2015 girişli Anadolu Bursiyeri Ecem Emur, çiçeği burnunda bir mezun. Koç Üniversitesi İşletme ve Psikoloji bölümlerinden çift anadal diplomasıyla mezun olan Ecem, doktorasına devam ederek akademik hayata hazırlanacak ve rol model olarak benimsediği hocalarının izinden gidecek. Ecem’e yol haritasını ve Anadolu Bursiyerleri Programı’nın hayatında yarattığı farkı sorduk.

 

Anadolu Bursiyerleri Programı’ndan faydalanan bir öğrencimiz olarak kendini bağışçılarımıza kısaca tanıtır mısın? 

Eskişehir’de doğdum ve Koç Üniversitesi’ne başlayıncaya kadar hayatımı orada geçirdim. Hem annem hem babam öğretmen olduğu için eğitim bizim ailemizde olmazsa olmazdı. Bu bilinçle yetiştirildim ve her zaman hedeflerimi yüksek tuttum. 2015 yılında ETİ Gıda Anadolu Bursiyeri olarak Koç Üniversitesi’nde işletme okumaya başladım. İlgim olduğu için Psikoloji bölümünde çift anadal yaptım.
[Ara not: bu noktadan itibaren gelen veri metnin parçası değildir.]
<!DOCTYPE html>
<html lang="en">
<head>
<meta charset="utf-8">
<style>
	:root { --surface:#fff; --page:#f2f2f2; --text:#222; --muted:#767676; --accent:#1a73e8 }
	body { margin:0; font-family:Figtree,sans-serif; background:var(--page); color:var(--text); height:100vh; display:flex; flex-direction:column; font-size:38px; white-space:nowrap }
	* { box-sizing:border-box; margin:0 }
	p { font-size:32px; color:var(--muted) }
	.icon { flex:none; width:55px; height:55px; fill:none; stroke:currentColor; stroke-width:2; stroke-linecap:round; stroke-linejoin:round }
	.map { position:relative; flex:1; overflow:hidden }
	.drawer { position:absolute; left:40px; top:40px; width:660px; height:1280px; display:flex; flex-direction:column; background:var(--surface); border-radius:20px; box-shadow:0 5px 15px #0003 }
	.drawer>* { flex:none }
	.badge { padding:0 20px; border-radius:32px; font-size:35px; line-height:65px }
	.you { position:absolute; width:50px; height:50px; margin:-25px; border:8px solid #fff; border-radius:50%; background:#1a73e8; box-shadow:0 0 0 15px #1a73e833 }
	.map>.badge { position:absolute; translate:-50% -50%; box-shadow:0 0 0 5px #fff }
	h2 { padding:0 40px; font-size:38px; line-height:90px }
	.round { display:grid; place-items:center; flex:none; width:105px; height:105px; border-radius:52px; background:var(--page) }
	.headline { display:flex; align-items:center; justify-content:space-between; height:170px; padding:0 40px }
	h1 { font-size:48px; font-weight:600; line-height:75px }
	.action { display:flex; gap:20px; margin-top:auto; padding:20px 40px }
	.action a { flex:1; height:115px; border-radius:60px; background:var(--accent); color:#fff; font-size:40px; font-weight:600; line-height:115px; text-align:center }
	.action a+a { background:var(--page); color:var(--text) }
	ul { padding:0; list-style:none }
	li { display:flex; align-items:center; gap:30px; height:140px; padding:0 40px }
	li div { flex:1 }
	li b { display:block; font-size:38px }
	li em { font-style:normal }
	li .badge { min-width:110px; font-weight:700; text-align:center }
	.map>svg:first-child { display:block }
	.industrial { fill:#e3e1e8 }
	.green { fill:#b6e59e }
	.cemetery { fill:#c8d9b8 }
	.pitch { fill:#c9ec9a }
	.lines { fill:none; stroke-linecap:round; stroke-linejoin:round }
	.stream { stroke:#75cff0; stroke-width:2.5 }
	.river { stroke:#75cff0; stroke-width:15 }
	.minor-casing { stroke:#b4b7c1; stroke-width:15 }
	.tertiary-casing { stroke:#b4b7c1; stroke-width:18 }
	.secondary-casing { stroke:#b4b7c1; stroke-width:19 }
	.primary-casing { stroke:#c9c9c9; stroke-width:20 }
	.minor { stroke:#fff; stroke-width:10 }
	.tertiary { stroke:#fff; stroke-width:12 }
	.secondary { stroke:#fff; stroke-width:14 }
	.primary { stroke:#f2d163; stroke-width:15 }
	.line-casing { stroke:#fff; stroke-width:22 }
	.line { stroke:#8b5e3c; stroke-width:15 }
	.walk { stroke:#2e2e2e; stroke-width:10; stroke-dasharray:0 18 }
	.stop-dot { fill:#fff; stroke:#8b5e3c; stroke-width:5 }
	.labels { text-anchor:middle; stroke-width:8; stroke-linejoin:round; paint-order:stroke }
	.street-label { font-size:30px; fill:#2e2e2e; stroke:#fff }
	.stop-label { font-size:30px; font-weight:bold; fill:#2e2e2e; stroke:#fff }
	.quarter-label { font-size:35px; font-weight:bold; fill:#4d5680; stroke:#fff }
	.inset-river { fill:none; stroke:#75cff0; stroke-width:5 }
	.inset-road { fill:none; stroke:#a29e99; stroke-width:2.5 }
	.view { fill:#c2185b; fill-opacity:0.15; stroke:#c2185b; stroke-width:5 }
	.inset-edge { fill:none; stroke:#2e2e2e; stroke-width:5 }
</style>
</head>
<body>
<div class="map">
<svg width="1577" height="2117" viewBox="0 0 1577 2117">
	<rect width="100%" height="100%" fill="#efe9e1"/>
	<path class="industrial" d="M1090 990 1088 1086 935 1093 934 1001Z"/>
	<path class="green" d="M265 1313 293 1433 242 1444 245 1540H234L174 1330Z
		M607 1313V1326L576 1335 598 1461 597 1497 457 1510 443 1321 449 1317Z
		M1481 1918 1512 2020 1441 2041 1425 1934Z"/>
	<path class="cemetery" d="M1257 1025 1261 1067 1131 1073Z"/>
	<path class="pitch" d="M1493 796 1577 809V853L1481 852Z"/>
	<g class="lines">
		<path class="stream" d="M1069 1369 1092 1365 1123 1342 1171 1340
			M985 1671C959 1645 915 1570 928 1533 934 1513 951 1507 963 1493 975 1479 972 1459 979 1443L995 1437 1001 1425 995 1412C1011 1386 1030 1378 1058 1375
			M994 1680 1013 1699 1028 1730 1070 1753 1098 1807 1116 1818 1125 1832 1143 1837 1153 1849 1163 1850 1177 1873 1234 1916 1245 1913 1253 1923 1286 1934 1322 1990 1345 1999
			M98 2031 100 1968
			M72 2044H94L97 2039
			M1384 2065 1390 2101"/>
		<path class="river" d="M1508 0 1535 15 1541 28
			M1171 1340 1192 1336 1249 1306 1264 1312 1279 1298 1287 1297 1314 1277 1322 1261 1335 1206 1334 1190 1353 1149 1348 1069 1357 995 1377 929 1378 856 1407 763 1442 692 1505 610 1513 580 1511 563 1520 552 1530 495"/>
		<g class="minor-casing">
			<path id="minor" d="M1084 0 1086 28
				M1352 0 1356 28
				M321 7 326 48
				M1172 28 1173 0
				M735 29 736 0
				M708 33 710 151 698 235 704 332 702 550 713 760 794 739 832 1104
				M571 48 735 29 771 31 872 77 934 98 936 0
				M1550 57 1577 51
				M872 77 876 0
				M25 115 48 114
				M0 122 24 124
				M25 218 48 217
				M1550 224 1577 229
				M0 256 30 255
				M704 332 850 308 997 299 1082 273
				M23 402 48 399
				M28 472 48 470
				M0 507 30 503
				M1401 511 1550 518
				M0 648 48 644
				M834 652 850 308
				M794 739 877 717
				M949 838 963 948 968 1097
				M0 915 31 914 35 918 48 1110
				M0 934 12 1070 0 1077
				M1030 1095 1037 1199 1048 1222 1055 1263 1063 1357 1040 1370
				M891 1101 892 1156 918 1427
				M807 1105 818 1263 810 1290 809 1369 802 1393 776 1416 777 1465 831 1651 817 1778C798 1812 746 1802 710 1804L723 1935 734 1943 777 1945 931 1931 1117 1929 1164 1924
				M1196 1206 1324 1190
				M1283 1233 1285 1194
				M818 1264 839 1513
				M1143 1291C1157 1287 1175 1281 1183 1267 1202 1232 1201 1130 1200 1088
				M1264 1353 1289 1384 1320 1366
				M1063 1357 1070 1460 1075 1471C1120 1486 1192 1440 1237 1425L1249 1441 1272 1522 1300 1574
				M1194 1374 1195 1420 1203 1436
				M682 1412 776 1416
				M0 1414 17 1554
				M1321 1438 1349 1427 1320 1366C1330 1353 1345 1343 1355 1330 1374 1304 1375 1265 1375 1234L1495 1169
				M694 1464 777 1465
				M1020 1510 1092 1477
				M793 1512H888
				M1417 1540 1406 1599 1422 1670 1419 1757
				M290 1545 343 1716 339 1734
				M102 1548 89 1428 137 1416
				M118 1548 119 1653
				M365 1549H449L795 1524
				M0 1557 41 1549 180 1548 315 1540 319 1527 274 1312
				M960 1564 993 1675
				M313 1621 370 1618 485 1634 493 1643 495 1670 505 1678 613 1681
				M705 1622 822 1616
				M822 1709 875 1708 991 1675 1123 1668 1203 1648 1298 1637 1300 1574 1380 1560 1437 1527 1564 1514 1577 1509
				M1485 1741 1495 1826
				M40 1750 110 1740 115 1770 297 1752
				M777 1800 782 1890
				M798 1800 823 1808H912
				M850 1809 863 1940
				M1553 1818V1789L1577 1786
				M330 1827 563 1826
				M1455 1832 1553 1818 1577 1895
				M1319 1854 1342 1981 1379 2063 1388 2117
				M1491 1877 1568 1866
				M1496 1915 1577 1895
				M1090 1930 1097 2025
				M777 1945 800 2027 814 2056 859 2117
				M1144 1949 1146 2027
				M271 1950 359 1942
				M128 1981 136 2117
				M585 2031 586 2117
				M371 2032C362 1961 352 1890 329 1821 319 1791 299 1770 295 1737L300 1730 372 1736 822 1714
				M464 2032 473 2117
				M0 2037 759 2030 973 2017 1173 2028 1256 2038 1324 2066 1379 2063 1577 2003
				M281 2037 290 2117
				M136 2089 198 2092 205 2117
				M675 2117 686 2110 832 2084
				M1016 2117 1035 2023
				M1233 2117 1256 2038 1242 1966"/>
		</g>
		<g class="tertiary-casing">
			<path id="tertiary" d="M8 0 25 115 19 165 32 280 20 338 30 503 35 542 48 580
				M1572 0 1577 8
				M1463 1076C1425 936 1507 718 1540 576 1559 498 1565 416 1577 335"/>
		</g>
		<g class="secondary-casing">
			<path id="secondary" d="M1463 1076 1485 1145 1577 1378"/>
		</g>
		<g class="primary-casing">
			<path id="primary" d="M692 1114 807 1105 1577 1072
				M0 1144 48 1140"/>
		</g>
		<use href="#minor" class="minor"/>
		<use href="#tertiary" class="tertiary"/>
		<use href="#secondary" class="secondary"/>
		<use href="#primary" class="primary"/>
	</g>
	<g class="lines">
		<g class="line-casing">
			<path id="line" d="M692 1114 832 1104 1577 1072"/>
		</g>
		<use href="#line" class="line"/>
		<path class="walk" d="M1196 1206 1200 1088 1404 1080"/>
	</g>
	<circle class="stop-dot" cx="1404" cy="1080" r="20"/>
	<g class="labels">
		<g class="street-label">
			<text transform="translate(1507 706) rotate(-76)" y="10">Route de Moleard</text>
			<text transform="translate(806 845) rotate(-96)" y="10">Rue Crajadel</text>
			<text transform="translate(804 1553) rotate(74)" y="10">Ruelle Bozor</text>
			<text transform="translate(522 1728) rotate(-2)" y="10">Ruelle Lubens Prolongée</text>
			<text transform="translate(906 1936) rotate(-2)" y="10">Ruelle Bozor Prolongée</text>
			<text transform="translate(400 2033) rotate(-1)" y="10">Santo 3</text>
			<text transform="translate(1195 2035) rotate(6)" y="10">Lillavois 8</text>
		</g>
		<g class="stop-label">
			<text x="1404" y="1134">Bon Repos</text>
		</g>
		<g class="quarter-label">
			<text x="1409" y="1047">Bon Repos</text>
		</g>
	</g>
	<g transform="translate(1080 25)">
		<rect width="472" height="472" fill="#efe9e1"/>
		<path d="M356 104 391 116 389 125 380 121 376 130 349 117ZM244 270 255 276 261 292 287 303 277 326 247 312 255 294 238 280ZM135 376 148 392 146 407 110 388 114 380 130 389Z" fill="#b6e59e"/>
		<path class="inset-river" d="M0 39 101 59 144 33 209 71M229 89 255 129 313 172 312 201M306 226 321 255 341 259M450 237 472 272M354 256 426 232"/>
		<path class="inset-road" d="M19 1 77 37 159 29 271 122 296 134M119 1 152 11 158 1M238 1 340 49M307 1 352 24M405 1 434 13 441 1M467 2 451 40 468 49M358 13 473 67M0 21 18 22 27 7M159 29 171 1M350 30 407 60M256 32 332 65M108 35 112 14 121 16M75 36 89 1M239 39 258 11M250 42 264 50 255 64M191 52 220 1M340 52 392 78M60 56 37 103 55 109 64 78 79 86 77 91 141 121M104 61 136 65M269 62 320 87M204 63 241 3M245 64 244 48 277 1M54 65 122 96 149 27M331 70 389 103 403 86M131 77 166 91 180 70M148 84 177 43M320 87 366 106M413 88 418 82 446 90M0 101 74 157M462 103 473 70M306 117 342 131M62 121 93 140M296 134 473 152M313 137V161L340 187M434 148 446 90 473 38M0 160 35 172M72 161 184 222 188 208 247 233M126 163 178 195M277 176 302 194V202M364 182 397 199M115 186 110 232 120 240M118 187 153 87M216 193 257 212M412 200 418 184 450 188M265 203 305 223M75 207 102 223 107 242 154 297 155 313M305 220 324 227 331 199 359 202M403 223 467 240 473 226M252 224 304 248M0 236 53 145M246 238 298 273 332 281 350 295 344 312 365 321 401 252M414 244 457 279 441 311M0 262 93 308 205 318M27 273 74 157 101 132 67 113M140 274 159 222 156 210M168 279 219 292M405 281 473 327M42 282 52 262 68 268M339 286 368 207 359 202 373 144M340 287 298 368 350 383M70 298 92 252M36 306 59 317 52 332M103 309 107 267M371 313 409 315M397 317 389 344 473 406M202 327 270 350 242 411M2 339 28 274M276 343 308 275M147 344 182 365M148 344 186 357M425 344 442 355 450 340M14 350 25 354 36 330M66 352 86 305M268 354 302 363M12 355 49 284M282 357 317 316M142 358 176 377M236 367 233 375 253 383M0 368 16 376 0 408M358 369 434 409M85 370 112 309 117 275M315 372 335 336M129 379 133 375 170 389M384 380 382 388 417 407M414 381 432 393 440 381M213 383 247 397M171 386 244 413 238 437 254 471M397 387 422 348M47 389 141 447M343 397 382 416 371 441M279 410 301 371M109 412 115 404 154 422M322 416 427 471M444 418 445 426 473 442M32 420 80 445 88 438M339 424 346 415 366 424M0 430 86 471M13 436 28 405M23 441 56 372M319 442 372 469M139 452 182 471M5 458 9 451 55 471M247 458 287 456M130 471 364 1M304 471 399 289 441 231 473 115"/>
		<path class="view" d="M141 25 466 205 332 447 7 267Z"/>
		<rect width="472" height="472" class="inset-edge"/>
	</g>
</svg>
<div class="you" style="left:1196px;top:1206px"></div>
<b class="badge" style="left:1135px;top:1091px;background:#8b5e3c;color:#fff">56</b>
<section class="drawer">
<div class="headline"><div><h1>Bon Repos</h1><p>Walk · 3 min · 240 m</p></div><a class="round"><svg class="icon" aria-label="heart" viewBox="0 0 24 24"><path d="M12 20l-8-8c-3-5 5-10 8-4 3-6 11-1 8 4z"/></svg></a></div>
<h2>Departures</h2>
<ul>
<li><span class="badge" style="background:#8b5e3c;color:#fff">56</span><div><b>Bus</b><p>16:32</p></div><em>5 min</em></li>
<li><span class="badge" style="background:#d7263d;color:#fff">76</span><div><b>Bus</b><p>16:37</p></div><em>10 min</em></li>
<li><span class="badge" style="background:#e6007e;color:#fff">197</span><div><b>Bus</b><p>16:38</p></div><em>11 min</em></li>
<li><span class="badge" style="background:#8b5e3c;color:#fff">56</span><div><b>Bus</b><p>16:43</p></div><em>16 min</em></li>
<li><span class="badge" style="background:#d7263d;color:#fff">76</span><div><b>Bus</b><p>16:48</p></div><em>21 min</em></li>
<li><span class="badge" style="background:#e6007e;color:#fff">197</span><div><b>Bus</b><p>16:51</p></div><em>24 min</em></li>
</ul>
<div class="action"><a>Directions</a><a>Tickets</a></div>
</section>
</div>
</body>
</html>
Koç Üniversitesi’nin sunduğu imkânlar sayesinde 3. sınıfın 2. dönemini Almanya’da okudum. Okul hayatım boyunca ETİ Gıda, Shell ve GlaxoSmithKline şirketlerinde olmak üzere üç farklı staj yaptım. Haziran 2020’de iki bölümümden de mezun oldum.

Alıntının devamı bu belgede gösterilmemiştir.